[EXERCISE AIM]: If a line of the records holds the word "canvas", copy it out.

··· SOURCE MATERIAL ···

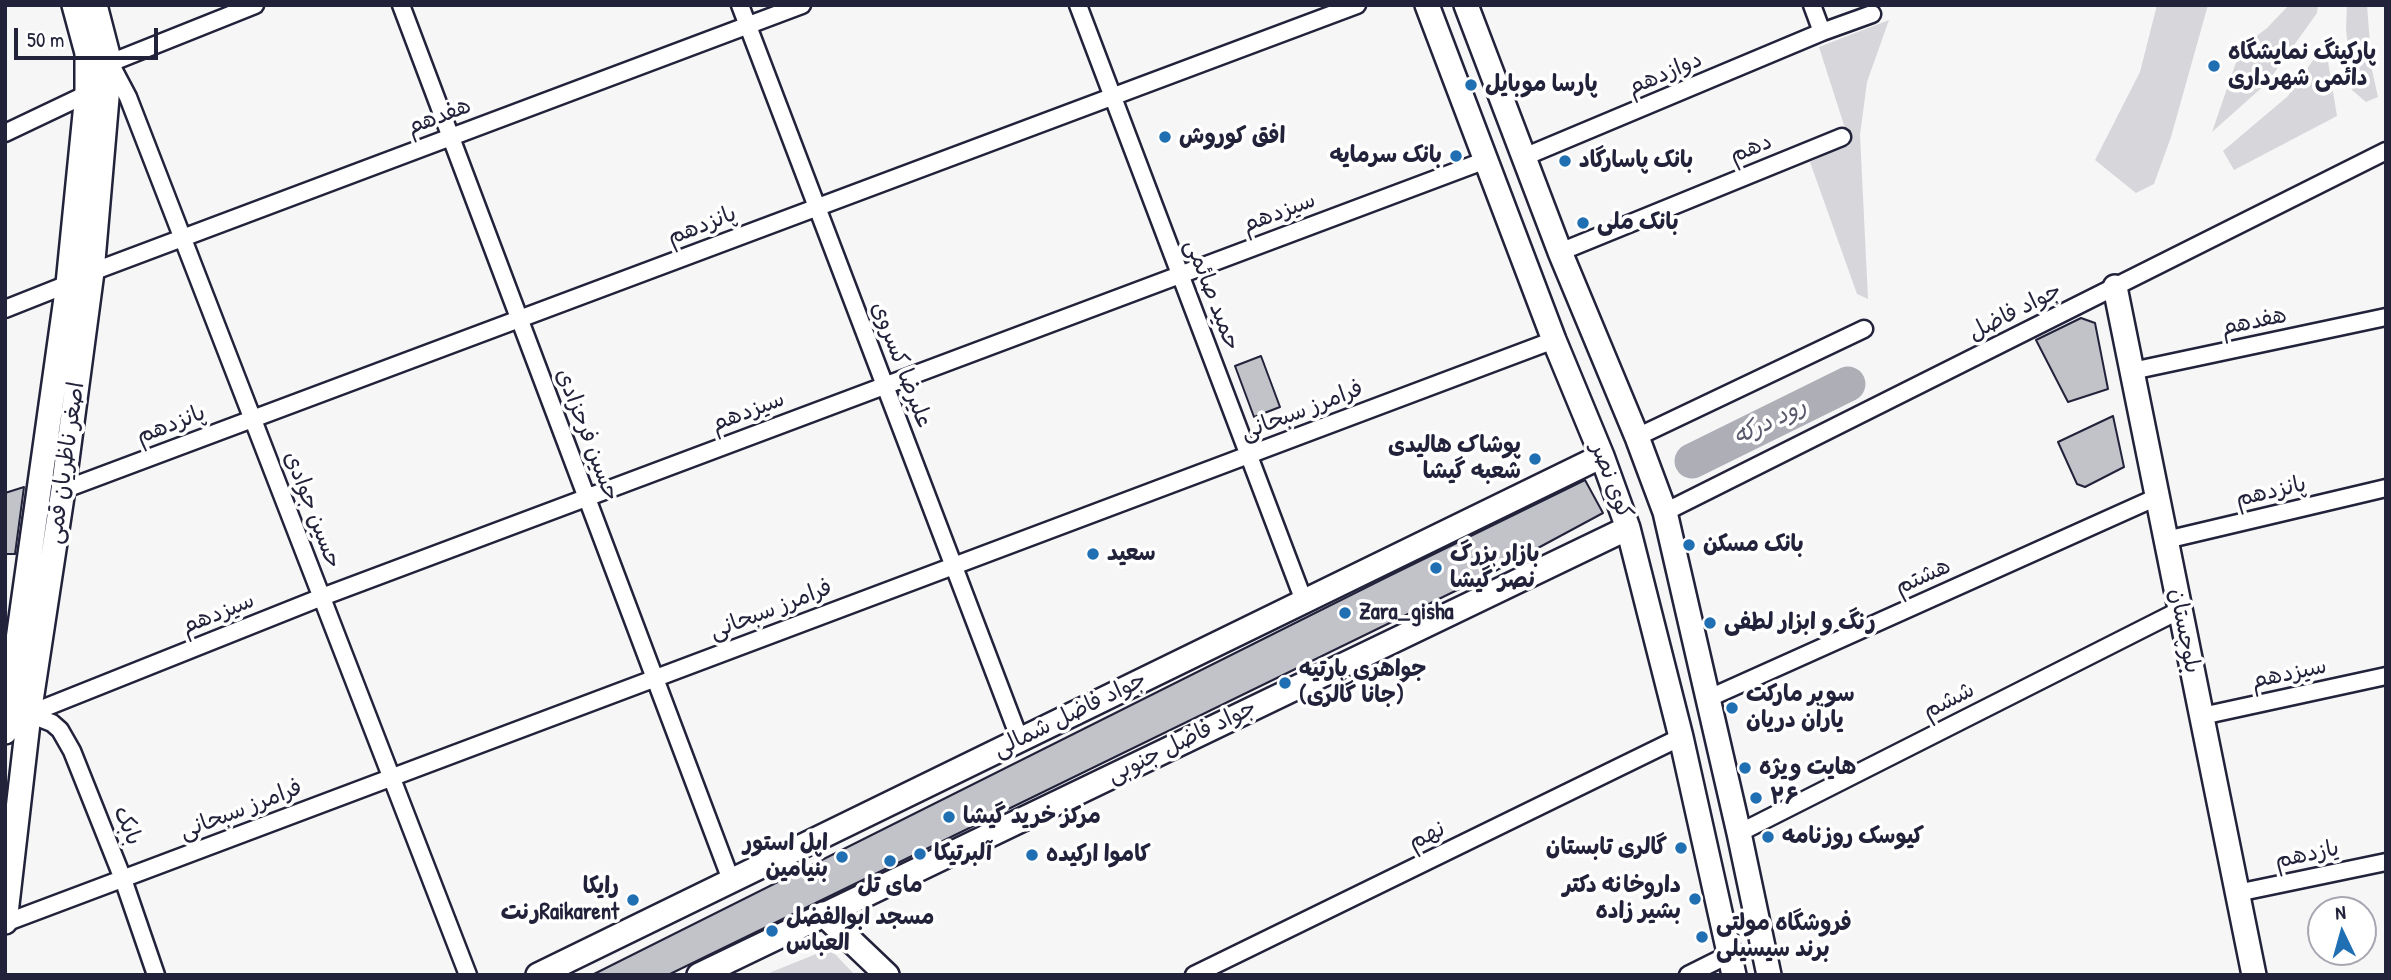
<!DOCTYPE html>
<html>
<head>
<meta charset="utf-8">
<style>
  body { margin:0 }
  #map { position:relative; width:2391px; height:980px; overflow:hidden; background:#f6f6f7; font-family:"Patrick Hand",sans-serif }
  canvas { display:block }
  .frame { position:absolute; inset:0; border:7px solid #22223b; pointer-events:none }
  .north { position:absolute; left:2307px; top:896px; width:70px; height:70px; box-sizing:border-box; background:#fff; border:2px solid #a7a7b1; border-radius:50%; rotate:355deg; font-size:19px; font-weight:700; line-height:28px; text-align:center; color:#22223b }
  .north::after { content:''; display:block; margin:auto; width:24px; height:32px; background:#1f6fb2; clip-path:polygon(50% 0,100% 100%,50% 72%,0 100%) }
  .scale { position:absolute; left:14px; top:28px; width:144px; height:32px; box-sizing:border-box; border:4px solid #22223b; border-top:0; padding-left:9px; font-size:21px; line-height:24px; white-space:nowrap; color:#22223b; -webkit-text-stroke:5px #fff; paint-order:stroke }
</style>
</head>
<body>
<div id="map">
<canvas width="2391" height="980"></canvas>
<div class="frame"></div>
<div class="north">N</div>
<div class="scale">50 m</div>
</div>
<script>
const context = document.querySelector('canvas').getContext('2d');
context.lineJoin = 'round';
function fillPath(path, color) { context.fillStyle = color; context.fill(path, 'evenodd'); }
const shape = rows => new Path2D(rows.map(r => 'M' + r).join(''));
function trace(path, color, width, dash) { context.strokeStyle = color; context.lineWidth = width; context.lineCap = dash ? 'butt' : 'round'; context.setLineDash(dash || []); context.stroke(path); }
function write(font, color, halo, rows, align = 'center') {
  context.font = font + ' "Patrick Hand","Playpen Sans Arabic",sans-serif'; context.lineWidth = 7; context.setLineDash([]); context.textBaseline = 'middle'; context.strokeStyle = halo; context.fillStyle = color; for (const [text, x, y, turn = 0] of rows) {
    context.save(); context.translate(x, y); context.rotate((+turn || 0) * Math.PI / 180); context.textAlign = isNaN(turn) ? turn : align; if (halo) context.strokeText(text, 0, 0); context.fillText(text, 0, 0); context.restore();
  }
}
fillPath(shape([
  [2157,5,2208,5,2171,137,2154,184,2136,193,2095,160,2140,72],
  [2289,5,2318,5,2317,13,2267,83,2212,132,2241,48,2267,28],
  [2347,5,2367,5,2372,70,2378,97,2366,102,2352,90,2346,28],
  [1889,20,1867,82,1860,135,1868,299,1857,294,1810,162,1850,144,1819,47],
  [2325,43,2337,116,2234,170,2223,151,2288,96],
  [826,950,835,954,855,975,764,975]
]), '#d7d7db');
trace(shape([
  [1692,461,1848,384]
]), '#aeaeb7', 35);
const building = shape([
  [2081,318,2095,323,2108,389,2068,402,2036,340,2081,318],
  [1261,356,1280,407,1254,417,1235,366,1261,356],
  [2113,416,2124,467,2085,487,2077,484,2058,442,2113,416],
  [1585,480,1603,513,1486,576,668,975,592,975,1385,578,1585,480],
  [24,487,15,554,5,554,5,493,24,487]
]);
fillPath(building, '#c2c2c9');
trace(building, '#22223b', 2);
const street = shape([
  [255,5,110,63,128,97,468,975],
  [401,5,731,880],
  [740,5,1020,740],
  [1078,5,1304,601],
  [1812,5,1822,32],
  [5,133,87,94],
  [1524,157,1822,32,1872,14],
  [1560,252,1842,137],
  [92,272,802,5],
  [5,309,68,284],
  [2132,371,2386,317],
  [1637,437,1864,329],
  [63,490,1357,5],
  [1665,512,2386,151],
  [2166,540,2386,488],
  [1707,699,2157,497],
  [29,714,322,597,1486,160],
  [29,714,52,723,60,730,72,751,123,879,156,975],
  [2202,716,2386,676],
  [1739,833,2180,610],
  [2237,893,2386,862],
  [5,923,1554,340],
  [1194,975,1681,737],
  [1688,975,1730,954]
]);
const secondary = shape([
  [1427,5,1554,340,1602,456,1628,528,1681,737,1734,975],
  [1466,5,1560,252,1637,437,1665,512,1739,833,1769,975],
  [2115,287,2254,975],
  [5,732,68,284,87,94,87,53,74,5],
  [823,914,887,975],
  [5,922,29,714,63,490,92,272,110,63,95,5],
  [538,975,1602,456],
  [699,975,1628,528]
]);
trace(street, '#22223b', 21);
trace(secondary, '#22223b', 28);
trace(street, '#fff', 16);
trace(secondary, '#fff', 23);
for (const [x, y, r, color] of [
  [2214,66,7,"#1f6fb2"],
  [1471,85,7,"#1f6fb2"],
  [1165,137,7,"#1f6fb2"],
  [1456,156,7,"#1f6fb2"],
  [1565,161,7,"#1f6fb2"],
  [1583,223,7,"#1f6fb2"],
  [1535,459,7,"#1f6fb2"],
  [1689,545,7,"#1f6fb2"],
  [1093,554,7,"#1f6fb2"],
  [1436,568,7,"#1f6fb2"],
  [1345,613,7,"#1f6fb2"],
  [1710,623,7,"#1f6fb2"],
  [1285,683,7,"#1f6fb2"],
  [1732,708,7,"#1f6fb2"],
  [1745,768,7,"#1f6fb2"],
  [1756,798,7,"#1f6fb2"],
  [949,817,7,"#1f6fb2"],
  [1768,837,7,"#1f6fb2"],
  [1681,848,7,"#1f6fb2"],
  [920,854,7,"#1f6fb2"],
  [1032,855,7,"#1f6fb2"],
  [842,857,7,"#1f6fb2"],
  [890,861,7,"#1f6fb2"],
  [1695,899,7,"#1f6fb2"],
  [633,900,7,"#1f6fb2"],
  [772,931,7,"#1f6fb2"],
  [1702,937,7,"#1f6fb2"]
]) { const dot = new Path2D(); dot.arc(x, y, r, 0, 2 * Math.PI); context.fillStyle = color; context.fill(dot); trace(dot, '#fff', 2.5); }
write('bold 23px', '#22223b', '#fff', [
  ["پارکینگ نمایشگاه",2228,53],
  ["دائمی شهرداری",2228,79],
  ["پارسا موبایل",1485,85],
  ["افق کوروش",1179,137],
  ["بانک سرمایه",1442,156,"right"],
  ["بانک پاسارگاد",1579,161],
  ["بانک ملی",1597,223],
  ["پوشاک هالیدی",1521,446,"right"],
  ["شعبه گیشا",1521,472,"right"],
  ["بانک مسکن",1703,545],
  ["سعید",1107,554],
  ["بازار بزرگ",1450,555],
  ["نصر گیشا",1450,581],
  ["Zara_gisha",1359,613],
  ["رنگ و ابزار لطفی",1724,623],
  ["جواهری پارتیه",1299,670],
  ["(جانا گالری)",1299,696],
  ["سوپر مارکت",1746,695],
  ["یاران دریان",1746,721],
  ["هایت ویژه",1759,768],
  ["۲۶",1770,798],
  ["مرکز خرید گیشا",963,817],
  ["کیوسک روزنامه",1782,837],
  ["اپل استور",828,844,"right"],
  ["بنیامین",828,870,"right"],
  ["گالری تابستان",1667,848,"right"],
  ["آلبرتیکا",934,854],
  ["کاموا ارکیده",1046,855],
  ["مای تل",890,886,"center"],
  ["داروخانه دکتر",1681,886,"right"],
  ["بشیر زاده",1681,912,"right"],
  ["رایکا",619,887,"right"],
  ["رنتRaikarent",619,913,"right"],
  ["مسجد ابوالفضل",786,918],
  ["العباس",786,944],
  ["فروشگاه مولتی",1716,924],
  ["برند سیسیلی",1716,950]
], 'left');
write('23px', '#22223b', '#fff', [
  ["دوازدهم",1665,74,-23],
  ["هفدهم",439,117,-21],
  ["دهم",1751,149,-22],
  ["سیزدهم",1279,213,-21],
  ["پانزدهم",702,226,-21],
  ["حمید صائمی",1212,295,69],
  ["جواد فاضل",2015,312,-27],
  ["هفدهم",2254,322,-12],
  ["علیرضا کسروی",901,365,69],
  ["فرامرز سبحانی",1302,411,-21],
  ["سیزدهم",748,412,-21],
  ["پانزدهم",171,425,-21],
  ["حسین فرحزادی",587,435,69],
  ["اصغر ناظریان قمی",66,463,-82],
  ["کوی نصر",1611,481,69],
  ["پانزدهم",2271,492,-13],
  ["حسین جوادی",312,510,69],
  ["هشتم",1923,577,-24],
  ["فرامرز سبحانی",771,610,-21],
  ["سیزدهم",218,614,-22],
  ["بلوچستان",2184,631,79],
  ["سیزدهم",2289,674,-12],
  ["ششم",1949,701,-27],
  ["جواد فاضل شمالی",1070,715,-26],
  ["جواد فاضل جنوبی",1182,742,-26],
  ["فرامرز سبحانی",241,810,-21],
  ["بابک",127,826,68],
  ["نهم",1427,836,-26],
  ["یازدهم",2307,855,-12]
]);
write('italic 24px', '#5a5a6d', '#fff', [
  ["رود درکه",1770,422,-26]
]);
</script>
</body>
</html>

···

[TASK SOLUTION]:
  canvas { display:block }
<canvas width="2391" height="980"></canvas>
const context = document.querySelector('canvas').getContext('2d');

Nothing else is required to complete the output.